● Your assignment
A single figure is required: the number of lines in the listing below containing the word "graph".

● Material provided
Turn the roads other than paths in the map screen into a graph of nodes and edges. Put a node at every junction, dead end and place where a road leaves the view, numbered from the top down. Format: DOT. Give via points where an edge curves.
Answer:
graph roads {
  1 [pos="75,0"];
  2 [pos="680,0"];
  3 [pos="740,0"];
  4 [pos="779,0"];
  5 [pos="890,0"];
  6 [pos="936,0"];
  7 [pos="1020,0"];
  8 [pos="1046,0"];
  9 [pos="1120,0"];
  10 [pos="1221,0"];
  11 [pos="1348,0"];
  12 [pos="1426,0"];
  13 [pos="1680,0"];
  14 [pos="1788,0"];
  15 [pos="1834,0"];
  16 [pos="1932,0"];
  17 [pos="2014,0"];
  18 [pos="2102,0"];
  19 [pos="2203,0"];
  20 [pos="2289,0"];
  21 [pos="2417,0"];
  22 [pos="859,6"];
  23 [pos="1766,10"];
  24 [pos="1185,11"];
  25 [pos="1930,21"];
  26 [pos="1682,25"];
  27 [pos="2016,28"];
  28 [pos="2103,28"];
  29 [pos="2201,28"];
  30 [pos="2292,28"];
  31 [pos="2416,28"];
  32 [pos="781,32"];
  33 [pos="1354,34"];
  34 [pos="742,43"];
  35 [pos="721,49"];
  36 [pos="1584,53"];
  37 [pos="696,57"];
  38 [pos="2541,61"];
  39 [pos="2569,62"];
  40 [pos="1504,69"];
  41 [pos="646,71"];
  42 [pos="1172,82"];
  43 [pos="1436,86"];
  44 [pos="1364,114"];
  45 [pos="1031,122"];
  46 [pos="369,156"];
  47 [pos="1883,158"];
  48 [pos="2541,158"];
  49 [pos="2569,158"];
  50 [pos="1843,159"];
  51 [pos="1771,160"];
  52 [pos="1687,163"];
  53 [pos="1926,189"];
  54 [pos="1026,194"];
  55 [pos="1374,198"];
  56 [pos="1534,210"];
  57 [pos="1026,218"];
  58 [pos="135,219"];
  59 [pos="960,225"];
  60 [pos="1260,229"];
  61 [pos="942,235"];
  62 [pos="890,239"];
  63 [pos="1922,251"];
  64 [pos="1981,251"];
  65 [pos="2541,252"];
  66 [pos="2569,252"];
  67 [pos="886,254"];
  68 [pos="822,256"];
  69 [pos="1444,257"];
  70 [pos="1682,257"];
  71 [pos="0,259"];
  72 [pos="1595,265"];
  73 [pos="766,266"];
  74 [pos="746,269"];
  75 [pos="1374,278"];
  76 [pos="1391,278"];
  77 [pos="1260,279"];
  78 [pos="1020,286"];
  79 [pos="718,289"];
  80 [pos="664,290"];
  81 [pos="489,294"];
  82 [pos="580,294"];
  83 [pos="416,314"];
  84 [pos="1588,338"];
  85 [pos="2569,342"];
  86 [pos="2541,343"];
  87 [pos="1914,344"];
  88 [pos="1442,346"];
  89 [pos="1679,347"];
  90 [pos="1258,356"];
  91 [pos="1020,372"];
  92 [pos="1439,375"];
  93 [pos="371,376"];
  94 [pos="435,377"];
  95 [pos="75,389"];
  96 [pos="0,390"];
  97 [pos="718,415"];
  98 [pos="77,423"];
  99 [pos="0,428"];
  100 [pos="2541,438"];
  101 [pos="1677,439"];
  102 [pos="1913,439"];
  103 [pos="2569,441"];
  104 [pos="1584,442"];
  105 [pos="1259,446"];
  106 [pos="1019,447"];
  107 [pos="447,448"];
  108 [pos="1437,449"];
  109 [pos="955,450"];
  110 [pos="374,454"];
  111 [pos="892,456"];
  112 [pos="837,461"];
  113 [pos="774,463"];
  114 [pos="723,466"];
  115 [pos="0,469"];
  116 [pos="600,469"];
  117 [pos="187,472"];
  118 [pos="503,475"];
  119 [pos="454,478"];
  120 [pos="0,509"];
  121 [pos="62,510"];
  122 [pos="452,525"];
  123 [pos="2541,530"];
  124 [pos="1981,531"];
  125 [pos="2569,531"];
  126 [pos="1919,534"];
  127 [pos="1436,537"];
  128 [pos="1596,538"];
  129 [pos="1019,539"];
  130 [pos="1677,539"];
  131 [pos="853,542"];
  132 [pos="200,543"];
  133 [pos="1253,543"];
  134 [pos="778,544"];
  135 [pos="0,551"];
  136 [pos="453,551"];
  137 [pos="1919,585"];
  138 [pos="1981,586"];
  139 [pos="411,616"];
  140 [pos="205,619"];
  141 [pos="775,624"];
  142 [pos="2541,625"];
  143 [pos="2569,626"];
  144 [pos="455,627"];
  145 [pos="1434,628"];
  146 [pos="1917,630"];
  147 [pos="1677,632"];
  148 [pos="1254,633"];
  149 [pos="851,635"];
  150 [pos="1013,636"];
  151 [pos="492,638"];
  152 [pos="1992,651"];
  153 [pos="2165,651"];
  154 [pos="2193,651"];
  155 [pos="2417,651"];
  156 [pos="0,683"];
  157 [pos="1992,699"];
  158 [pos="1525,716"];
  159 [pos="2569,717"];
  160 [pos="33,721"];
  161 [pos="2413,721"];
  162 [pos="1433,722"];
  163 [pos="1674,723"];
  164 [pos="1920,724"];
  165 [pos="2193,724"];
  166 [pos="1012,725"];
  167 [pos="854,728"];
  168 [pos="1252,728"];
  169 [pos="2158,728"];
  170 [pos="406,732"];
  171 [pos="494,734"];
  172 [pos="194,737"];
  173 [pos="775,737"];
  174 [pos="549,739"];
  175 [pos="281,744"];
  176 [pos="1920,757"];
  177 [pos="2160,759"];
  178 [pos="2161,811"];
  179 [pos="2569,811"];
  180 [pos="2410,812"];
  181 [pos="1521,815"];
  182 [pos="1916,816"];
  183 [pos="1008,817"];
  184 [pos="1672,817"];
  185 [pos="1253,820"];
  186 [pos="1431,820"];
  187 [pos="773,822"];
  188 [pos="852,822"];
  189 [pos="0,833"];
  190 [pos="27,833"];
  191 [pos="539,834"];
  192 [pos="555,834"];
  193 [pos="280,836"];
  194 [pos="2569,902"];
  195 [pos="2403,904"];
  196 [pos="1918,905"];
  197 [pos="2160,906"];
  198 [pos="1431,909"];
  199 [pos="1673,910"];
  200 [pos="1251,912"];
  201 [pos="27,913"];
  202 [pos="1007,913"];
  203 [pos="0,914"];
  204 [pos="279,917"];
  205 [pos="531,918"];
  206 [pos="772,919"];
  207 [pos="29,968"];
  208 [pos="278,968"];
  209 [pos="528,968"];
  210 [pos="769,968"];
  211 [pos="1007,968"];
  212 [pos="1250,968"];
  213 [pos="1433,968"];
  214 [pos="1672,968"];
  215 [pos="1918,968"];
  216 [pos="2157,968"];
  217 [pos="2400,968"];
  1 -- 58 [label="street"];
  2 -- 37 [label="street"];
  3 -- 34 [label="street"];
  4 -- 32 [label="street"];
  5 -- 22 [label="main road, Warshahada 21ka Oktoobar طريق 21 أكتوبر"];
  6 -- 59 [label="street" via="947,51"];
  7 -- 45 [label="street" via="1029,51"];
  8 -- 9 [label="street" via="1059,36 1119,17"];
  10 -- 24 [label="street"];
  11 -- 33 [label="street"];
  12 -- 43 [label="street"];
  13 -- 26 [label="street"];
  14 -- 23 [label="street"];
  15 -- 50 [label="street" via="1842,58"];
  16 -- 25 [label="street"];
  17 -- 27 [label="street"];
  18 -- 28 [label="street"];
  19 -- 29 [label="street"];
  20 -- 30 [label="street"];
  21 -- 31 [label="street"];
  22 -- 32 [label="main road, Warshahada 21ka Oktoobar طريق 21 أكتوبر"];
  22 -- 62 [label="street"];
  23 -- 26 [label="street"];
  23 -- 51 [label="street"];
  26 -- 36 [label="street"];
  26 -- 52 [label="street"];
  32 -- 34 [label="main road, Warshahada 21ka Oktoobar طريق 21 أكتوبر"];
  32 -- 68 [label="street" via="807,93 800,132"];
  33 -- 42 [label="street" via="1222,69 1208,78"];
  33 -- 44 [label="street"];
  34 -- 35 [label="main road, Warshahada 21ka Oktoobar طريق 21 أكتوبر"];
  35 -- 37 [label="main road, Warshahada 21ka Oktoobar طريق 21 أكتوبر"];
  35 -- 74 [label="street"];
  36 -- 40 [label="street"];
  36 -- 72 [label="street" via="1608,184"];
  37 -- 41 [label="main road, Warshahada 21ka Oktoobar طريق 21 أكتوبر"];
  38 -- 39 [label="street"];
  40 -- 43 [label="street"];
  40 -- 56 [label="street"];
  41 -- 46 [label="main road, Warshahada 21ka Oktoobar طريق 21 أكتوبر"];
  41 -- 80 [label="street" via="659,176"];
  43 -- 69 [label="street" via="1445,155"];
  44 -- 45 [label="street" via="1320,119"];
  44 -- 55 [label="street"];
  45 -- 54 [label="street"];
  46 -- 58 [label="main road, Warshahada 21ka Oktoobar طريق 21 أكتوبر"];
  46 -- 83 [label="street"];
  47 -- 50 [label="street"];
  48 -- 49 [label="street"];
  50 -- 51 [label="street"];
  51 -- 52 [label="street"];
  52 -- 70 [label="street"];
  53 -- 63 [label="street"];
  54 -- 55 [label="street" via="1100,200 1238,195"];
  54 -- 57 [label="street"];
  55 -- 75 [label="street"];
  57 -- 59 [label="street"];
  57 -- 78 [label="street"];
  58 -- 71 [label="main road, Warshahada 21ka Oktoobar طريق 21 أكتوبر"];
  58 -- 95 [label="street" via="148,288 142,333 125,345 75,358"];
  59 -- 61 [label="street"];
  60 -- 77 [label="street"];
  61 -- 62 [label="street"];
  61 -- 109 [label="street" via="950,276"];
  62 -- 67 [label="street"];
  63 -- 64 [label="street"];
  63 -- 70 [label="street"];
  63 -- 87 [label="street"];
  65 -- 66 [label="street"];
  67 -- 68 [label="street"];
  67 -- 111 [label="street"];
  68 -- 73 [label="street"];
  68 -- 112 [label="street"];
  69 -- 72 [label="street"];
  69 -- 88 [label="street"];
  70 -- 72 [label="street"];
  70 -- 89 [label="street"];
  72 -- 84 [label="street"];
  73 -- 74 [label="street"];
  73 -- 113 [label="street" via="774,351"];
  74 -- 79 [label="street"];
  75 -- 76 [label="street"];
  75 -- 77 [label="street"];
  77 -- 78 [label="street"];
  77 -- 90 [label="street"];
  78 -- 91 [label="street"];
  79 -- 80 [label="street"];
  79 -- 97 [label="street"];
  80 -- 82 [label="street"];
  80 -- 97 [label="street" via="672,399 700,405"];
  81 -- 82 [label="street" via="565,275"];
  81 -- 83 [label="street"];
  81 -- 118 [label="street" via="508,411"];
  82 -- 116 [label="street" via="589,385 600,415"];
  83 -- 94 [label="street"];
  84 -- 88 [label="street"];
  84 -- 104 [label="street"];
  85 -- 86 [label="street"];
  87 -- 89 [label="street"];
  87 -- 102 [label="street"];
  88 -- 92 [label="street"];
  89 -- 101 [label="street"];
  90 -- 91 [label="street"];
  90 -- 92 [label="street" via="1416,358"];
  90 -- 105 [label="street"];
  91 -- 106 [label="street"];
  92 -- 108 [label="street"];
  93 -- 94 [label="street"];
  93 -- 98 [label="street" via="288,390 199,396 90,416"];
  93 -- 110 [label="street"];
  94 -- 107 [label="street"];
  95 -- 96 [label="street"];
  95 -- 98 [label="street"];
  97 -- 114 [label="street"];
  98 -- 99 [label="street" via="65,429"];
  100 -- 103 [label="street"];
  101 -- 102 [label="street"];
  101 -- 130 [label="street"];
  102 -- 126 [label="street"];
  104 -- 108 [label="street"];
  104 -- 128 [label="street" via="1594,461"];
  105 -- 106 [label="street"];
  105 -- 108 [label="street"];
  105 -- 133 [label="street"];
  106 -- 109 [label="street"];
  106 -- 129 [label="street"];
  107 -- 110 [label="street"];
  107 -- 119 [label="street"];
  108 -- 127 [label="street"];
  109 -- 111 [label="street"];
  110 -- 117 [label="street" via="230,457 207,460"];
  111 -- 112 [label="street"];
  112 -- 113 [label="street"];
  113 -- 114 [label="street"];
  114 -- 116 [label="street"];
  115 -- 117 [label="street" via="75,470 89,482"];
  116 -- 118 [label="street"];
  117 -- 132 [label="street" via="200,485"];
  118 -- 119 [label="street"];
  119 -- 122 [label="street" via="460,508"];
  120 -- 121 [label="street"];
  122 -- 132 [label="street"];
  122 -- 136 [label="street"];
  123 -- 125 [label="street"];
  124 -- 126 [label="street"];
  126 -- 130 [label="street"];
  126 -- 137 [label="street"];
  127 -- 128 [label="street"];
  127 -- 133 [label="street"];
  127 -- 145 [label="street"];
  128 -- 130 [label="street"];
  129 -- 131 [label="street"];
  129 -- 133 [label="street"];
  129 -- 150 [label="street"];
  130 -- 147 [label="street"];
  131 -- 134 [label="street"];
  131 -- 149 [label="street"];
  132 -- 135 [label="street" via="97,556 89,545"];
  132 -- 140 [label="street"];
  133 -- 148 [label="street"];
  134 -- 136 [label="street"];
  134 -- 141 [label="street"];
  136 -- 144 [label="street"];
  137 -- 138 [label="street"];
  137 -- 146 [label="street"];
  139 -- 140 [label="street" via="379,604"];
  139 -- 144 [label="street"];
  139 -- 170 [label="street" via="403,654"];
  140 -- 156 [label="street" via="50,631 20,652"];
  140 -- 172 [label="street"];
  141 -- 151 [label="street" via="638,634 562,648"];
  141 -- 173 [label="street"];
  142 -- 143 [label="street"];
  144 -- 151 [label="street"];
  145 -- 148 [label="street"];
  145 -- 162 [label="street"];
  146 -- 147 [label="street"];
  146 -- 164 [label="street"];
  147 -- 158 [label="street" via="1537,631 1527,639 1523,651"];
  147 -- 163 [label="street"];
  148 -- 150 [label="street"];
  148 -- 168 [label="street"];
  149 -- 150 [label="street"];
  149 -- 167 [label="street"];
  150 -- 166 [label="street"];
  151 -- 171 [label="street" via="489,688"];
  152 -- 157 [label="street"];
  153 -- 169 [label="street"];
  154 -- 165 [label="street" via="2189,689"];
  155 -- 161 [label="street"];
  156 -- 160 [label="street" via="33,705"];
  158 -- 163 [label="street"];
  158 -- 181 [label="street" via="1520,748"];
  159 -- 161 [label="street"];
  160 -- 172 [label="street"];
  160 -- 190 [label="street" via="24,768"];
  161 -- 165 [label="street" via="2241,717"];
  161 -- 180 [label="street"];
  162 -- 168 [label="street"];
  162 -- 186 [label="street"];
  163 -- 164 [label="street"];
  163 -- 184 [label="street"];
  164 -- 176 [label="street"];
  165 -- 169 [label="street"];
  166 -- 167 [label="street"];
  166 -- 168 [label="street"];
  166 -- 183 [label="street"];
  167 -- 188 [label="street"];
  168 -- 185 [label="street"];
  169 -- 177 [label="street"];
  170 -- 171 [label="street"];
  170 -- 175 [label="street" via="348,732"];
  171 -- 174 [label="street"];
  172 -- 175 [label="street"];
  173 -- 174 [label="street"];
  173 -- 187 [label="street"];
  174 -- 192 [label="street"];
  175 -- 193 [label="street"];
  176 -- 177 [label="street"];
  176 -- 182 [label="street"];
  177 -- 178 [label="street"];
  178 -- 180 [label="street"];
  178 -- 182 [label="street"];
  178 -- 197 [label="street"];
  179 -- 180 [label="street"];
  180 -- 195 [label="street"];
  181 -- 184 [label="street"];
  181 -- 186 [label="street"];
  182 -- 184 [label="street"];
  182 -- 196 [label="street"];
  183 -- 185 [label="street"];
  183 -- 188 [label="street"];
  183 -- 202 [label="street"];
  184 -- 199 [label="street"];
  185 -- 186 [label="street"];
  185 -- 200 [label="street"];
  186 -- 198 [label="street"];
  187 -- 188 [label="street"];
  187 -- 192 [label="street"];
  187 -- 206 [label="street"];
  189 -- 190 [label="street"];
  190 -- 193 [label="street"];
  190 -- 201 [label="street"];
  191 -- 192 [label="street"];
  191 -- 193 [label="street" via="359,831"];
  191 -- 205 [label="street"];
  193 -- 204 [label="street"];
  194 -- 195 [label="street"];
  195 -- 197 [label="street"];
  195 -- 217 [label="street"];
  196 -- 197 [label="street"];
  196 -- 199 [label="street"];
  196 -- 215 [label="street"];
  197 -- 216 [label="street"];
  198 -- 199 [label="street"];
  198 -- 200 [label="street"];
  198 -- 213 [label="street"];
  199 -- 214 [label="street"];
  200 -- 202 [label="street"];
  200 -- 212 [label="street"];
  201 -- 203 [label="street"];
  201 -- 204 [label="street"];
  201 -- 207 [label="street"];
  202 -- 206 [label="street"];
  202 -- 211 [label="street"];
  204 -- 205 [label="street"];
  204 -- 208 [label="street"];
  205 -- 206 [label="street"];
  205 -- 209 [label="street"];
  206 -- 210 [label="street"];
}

● Answer section
2